▶ Saved entries
---

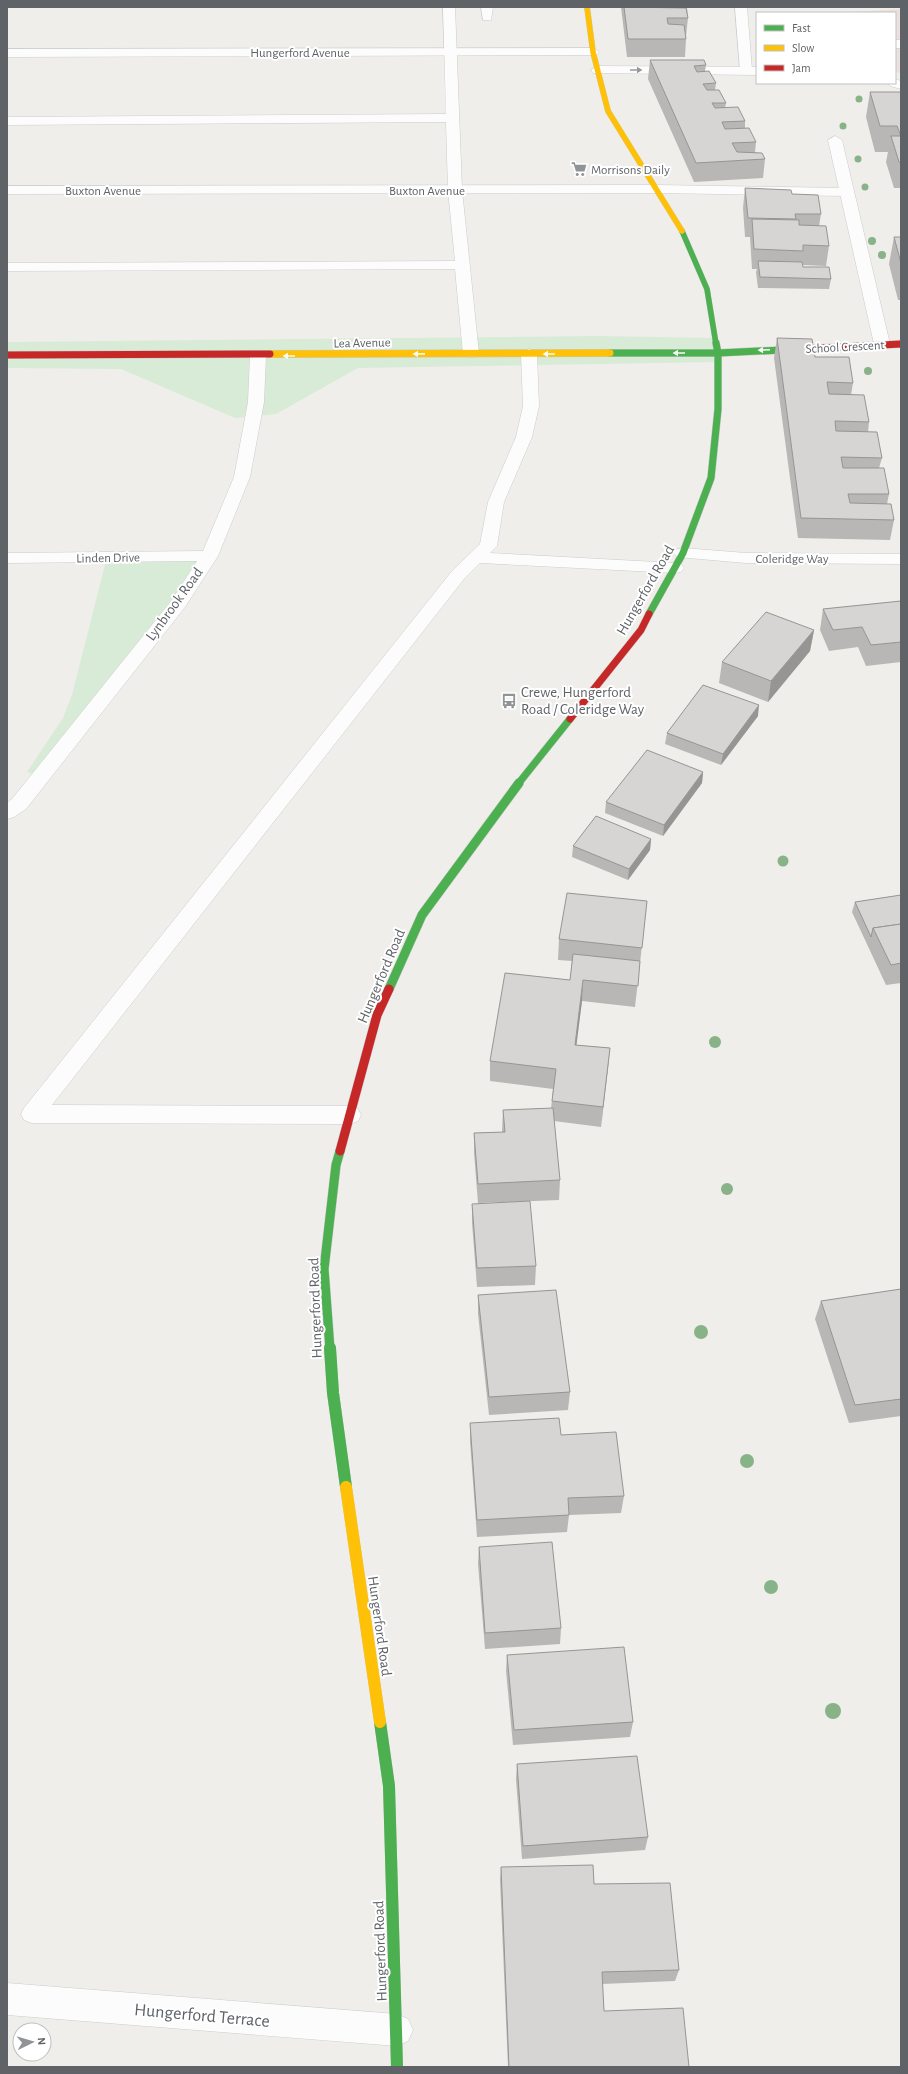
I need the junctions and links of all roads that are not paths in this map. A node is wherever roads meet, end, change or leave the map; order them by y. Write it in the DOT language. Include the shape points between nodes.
graph roads {
  1 [pos="449,7"];
  2 [pos="587,7"];
  3 [pos="741,7"];
  4 [pos="450,51"];
  5 [pos="593,52"];
  6 [pos="7,53"];
  7 [pos="597,70"];
  8 [pos="752,70"];
  9 [pos="453,118"];
  10 [pos="7,121"];
  11 [pos="835,140"];
  12 [pos="656,189"];
  13 [pos="7,190"];
  14 [pos="455,190"];
  15 [pos="847,192"];
  16 [pos="463,265"];
  17 [pos="7,267"];
  18 [pos="882,344"];
  19 [pos="901,344"];
  20 [pos="718,353"];
  21 [pos="471,354"];
  22 [pos="529,354"];
  23 [pos="7,355"];
  24 [pos="258,356"];
  25 [pos="684,553"];
  26 [pos="209,556"];
  27 [pos="7,558"];
  28 [pos="476,558"];
  29 [pos="901,559"];
  30 [pos="675,568"];
  31 [pos="7,812"];
  32 [pos="350,1115"];
  33 [pos="7,1999"];
  34 [pos="397,2030"];
  35 [pos="397,2067"];
  1 -- 4 [label="street"];
  2 -- 5 [label="street, Hungerford Road"];
  3 -- 8 [label="street"];
  4 -- 5 [label="street, Hungerford Avenue"];
  4 -- 6 [label="street, Hungerford Avenue"];
  4 -- 9 [label="street"];
  5 -- 7 [label="street, Hungerford Road"];
  7 -- 8 [label="street, one-way"];
  7 -- 12 [label="street, Hungerford Road" via="608,111"];
  9 -- 10 [label="street"];
  9 -- 14 [label="street"];
  11 -- 15 [label="street"];
  12 -- 14 [label="street, Buxton Avenue"];
  12 -- 15 [label="street, Buxton Avenue"];
  12 -- 20 [label="street, Hungerford Road" via="681,228 707,289"];
  13 -- 14 [label="street, Buxton Avenue"];
  14 -- 16 [label="street"];
  15 -- 18 [label="street"];
  16 -- 17 [label="street"];
  16 -- 21 [label="street"];
  18 -- 19 [label="street, School Crescent"];
  18 -- 20 [label="street, School Crescent, one-way"];
  20 -- 22 [label="street, Lea Avenue, one-way"];
  20 -- 25 [label="street, Hungerford Road" via="718,409 711,478"];
  21 -- 22 [label="street, Lea Avenue"];
  21 -- 24 [label="street, Lea Avenue, one-way"];
  22 -- 28 [label="street" via="531,406 524,437 496,502 488,546"];
  23 -- 24 [label="street, Lea Avenue"];
  24 -- 26 [label="street, Lynbrook Road" via="256,402 242,477"];
  25 -- 29 [label="street, Coleridge Way" via="746,558"];
  25 -- 30 [label="street, Hungerford Road"];
  26 -- 27 [label="street, Linden Drive"];
  26 -- 31 [label="street, Lynbrook Road" via="179,603 19,804"];
  28 -- 30 [label="street"];
  28 -- 32 [label="street" via="453,582 32,1114"];
  30 -- 32 [label="street, Hungerford Road" via="641,630 504,802 422,915 377,1015"];
  32 -- 34 [label="street, Hungerford Road" via="336,1165 324,1269 333,1393 389,1786"];
  33 -- 34 [label="street, Hungerford Terrace"];
  34 -- 35 [label="street, Hungerford Road"];
}
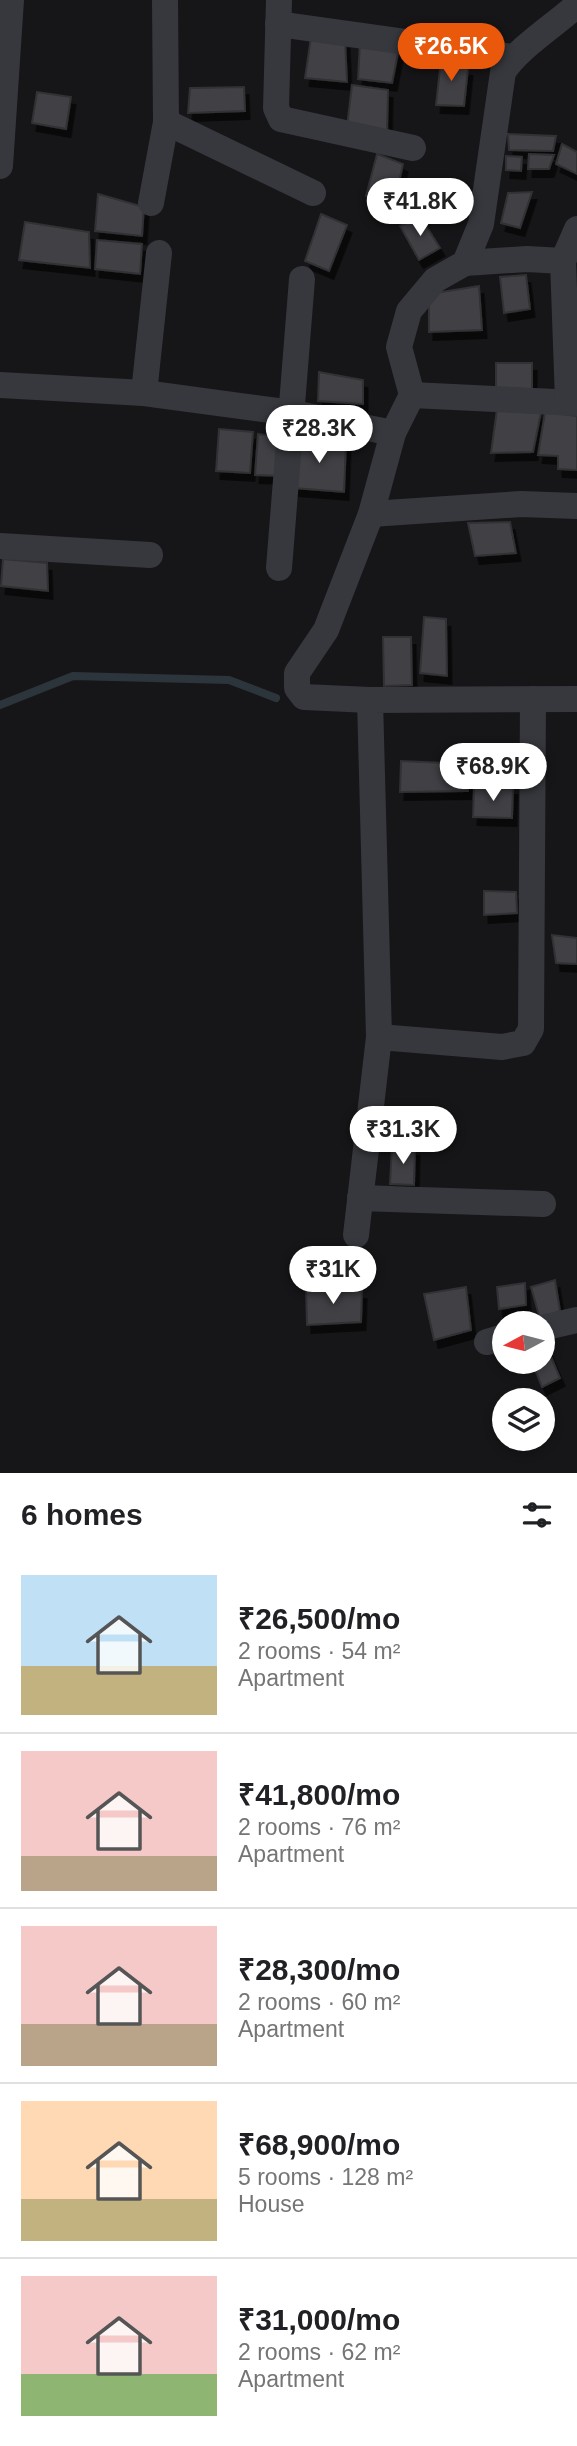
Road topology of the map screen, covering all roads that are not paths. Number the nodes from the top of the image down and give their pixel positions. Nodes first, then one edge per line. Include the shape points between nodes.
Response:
1 (11, 0) edge
2 (165, 0) edge
3 (577, 5) edge
4 (278, 12) edge
5 (3, 55) edge
6 (512, 57) junction
7 (166, 122) junction
8 (413, 148) dead end
9 (0, 166) edge
10 (313, 193) dead end
11 (151, 202) dead end
12 (577, 229) edge
13 (159, 253) dead end
14 (563, 261) junction
15 (465, 263) junction
16 (302, 279) dead end
17 (0, 385) edge
18 (144, 393) junction
19 (412, 395) junction
20 (573, 402) edge
21 (293, 413) junction
22 (393, 433) junction
23 (577, 506) edge
24 (371, 514) junction
25 (0, 546) edge
26 (150, 555) dead end
27 (279, 568) dead end
28 (533, 699) junction
29 (577, 699) edge
30 (370, 700) junction
31 (379, 1037) junction
32 (360, 1198) junction
33 (543, 1204) dead end
34 (356, 1235) dead end
35 (577, 1320) edge
36 (555, 1325) edge

1 - 5 street
2 - 7 street
3 - 6 street
4 - 6 street
4 - 8 street via 276,108 281,119
5 - 9 street
6 - 15 street via 497,99 481,224
7 - 10 street
7 - 11 street
12 - 14 street
13 - 18 street
14 - 15 street
14 - 20 street
15 - 19 street via 435,280 409,311 399,347
16 - 21 street
17 - 18 street
18 - 21 street
19 - 20 street
19 - 22 street
21 - 22 street
21 - 27 street
22 - 24 street
23 - 24 street via 521,504
24 - 30 street via 326,630 297,673 297,688 304,697
25 - 26 street
28 - 29 street
28 - 30 street
28 - 31 street via 531,1029 523,1043 502,1047
30 - 31 street
31 - 32 street
32 - 33 street
32 - 34 street
35 - 36 street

---

▶ Exercise aim
Among the entries above, some lines may hold the string "School". State how many, and give nothing but the number.

▶ Written solution
2